Q&A: How Do I Stop My Puppy From Chewing On The Crate Bars

Can I just say thank you – your site is so useful! I do, however, want to know about chewing on the crate bars (when inside). Our 8 week old puppy does this when he’s looking for something to nibble on (even with his favourite toy and stuff Kong with him), and also at night when he’s indicating it is time to eliminate. Should I ignore this during the day? Perhaps treat it, as you said about crying in the crate, with a quick rap on the lid and say “quiet”?

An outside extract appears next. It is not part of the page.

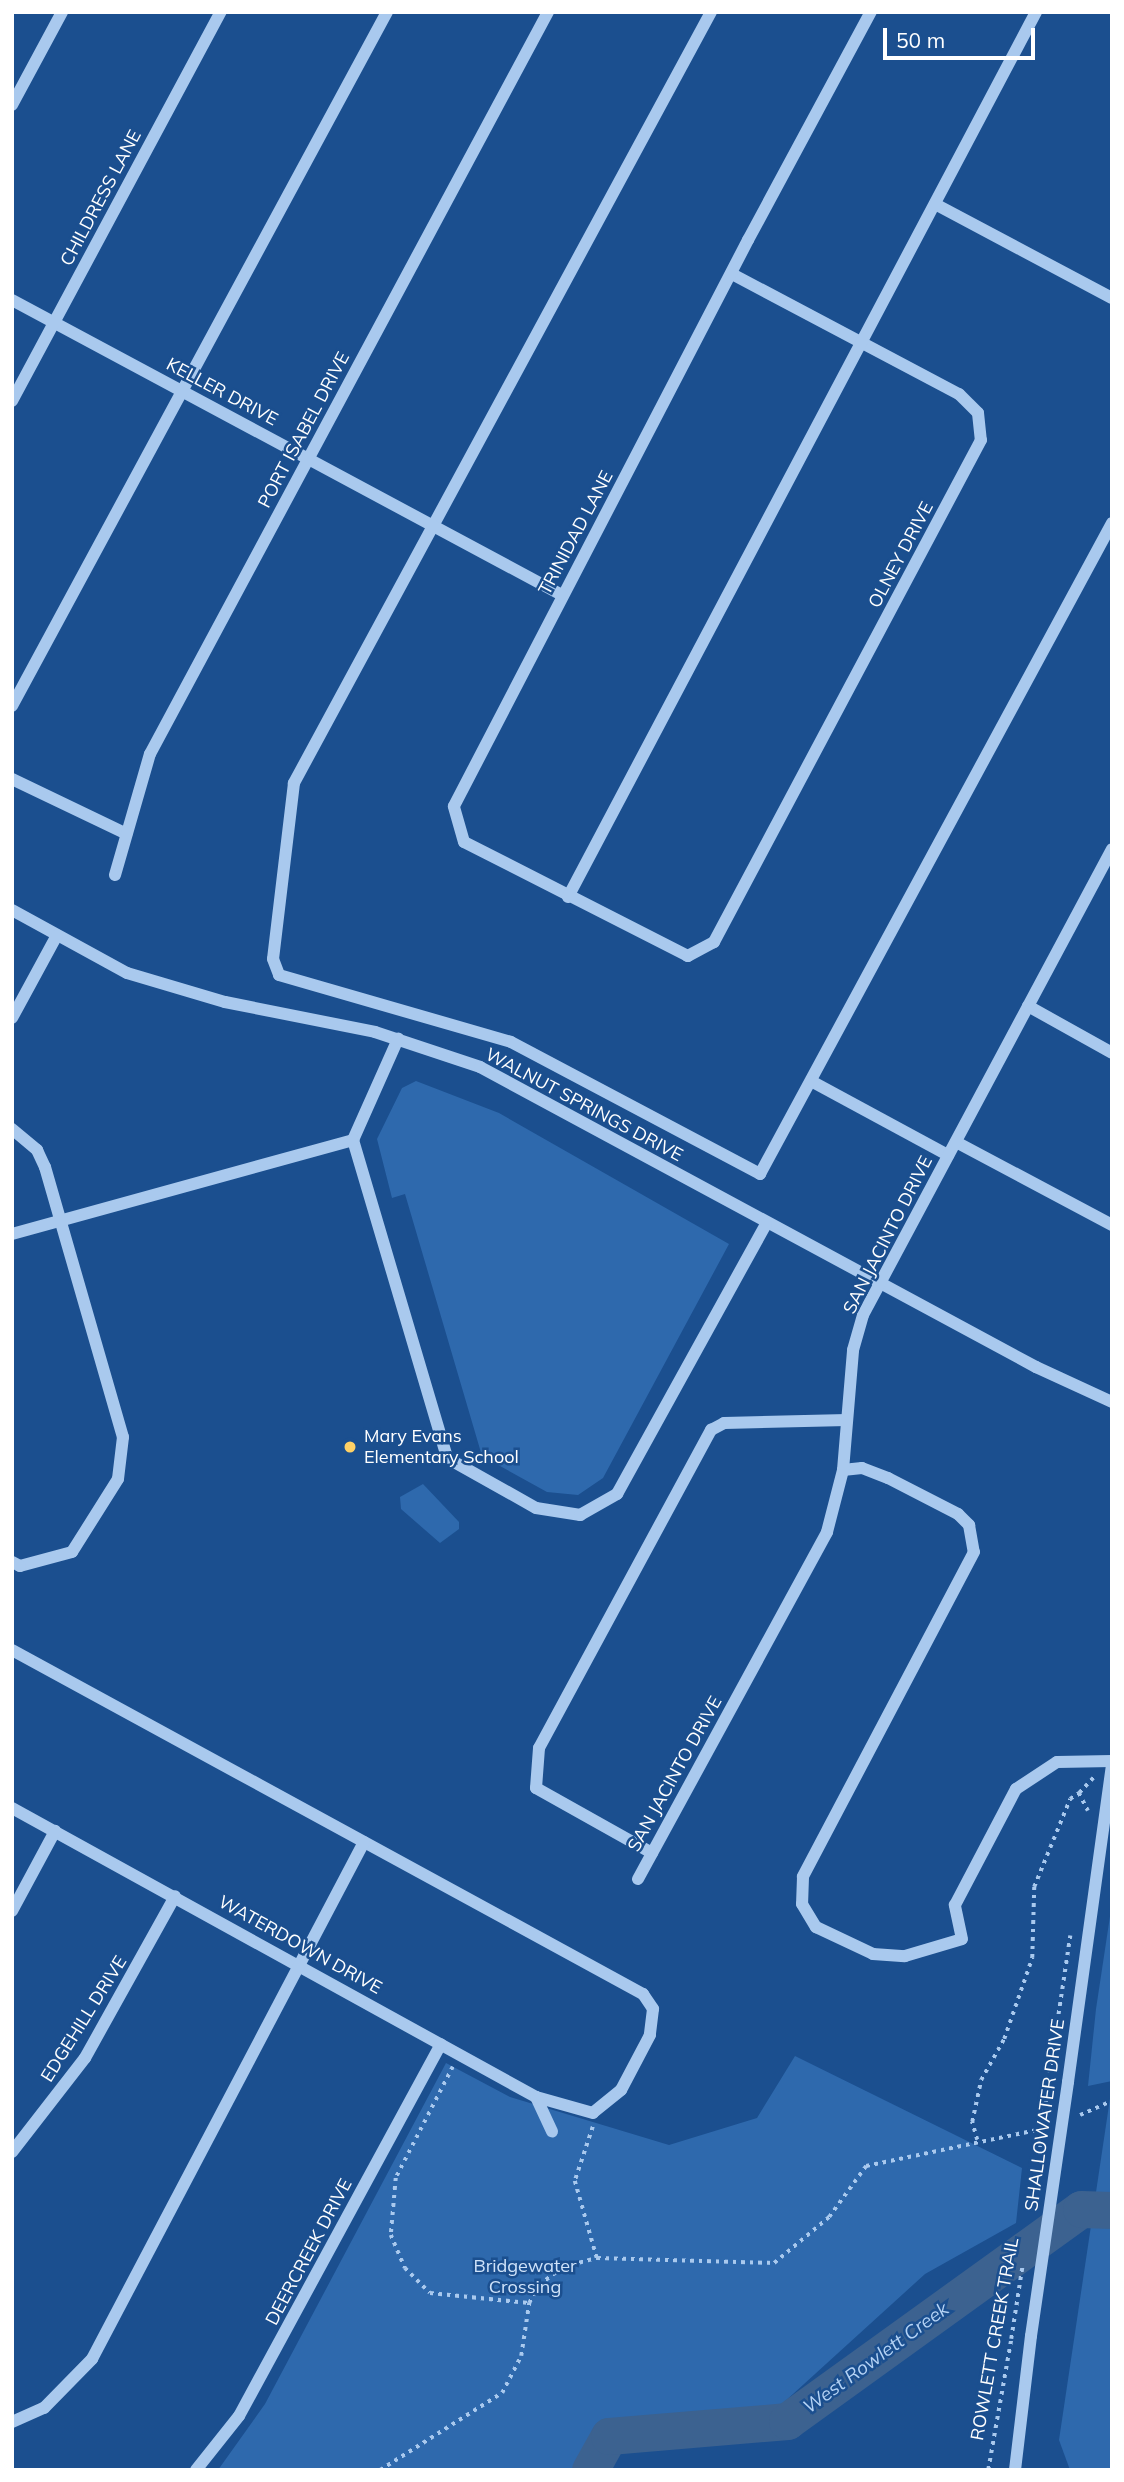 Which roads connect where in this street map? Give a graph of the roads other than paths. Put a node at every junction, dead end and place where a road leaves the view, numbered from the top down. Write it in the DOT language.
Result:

how to stop a puppy/dog nipping and biting


Also, when drying paws on re-entry from the garden, how can I avoid him chewing gum towel? We’ve tried distractions with toys (totally unsuccessful), saying “no” and removing it, and ignoring it. We’re unsure which is best. Thanks in advance! I now have a nylon lead on him and our issues of distraction and stone/mud chewing outside are gone!

Laura Jacks


Dear Laura

It sounds like you are having a few issues with chewing. I firstly want to point out that these behaviors are very normal for a young puppy, and it will continue through the teething period, and possibly beyond! Chewing on the crate bars is not very good for his teeth, so this is certainly something you want to discourage. There are several methods you can try to stop this; you can try to rap on the front of the crate and say a firm ‘No’ (do not say ‘quiet’, as that is another word association for vocalization).

You could also try to put an ‘anti chewing’ spray directly on the bars. These can be found in most pet shops. Another option is to give your puppy something that is really meant for chewing; a nylabone, a raw hide/pressed bone, a pigs ear, etc. These will allow him to really work at something that is hard to chew on, other then metal bars.

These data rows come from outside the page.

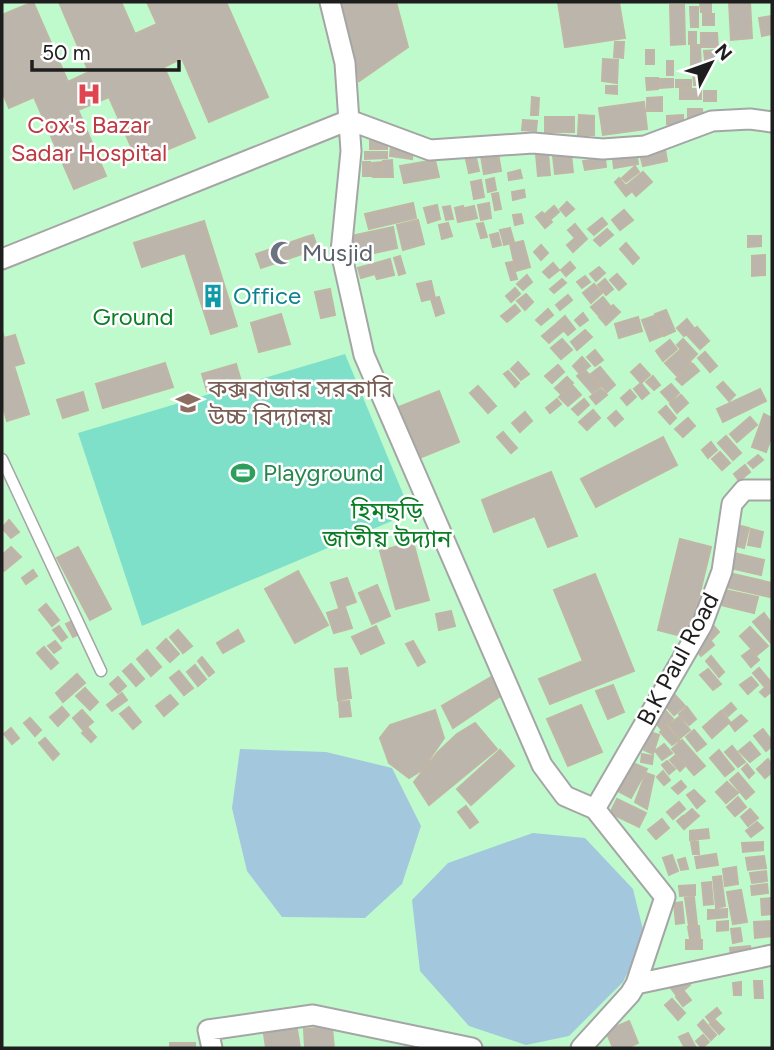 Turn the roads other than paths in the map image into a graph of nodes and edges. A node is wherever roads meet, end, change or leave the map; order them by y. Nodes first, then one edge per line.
1 (330, 2) edge
2 (349, 120) junction
3 (772, 122) edge
4 (2, 259) edge
5 (2, 459) edge
6 (772, 490) edge
7 (100, 671) dead end
8 (595, 809) junction
9 (772, 955) edge
10 (636, 984) junction
11 (212, 1048) edge
12 (472, 1048) edge
13 (580, 1048) edge

1 - 2 street
2 - 3 street
2 - 4 street
2 - 8 street
5 - 7 lane
6 - 8 street, B.K Paul Road
8 - 10 street
9 - 10 street
10 - 13 street
11 - 12 street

Your second issue of chewing on the towel is also very common, and this often seems like a fun game to a puppy. Saying ‘No’, removing it from his mouth, and replacing it with his toy is typically the best method. If you put his collar on, it will give you more control as you can hold his head in place whilst using the towel. Stay calm, go slowly, and be verbally firm. Never get into a struggle with him. If you are struggling with this method, another option is to put him into what we call the ‘Cradle’ position. You sit on the floor, flip him over on his back, and put him in between your legs. If he struggles gently squeeze your legs together so he is unable to move. When he relaxes, release all tension whilst still keeping him in position. When he is calm, dry his feet, and then calmly ‘release’ him with ‘ok’.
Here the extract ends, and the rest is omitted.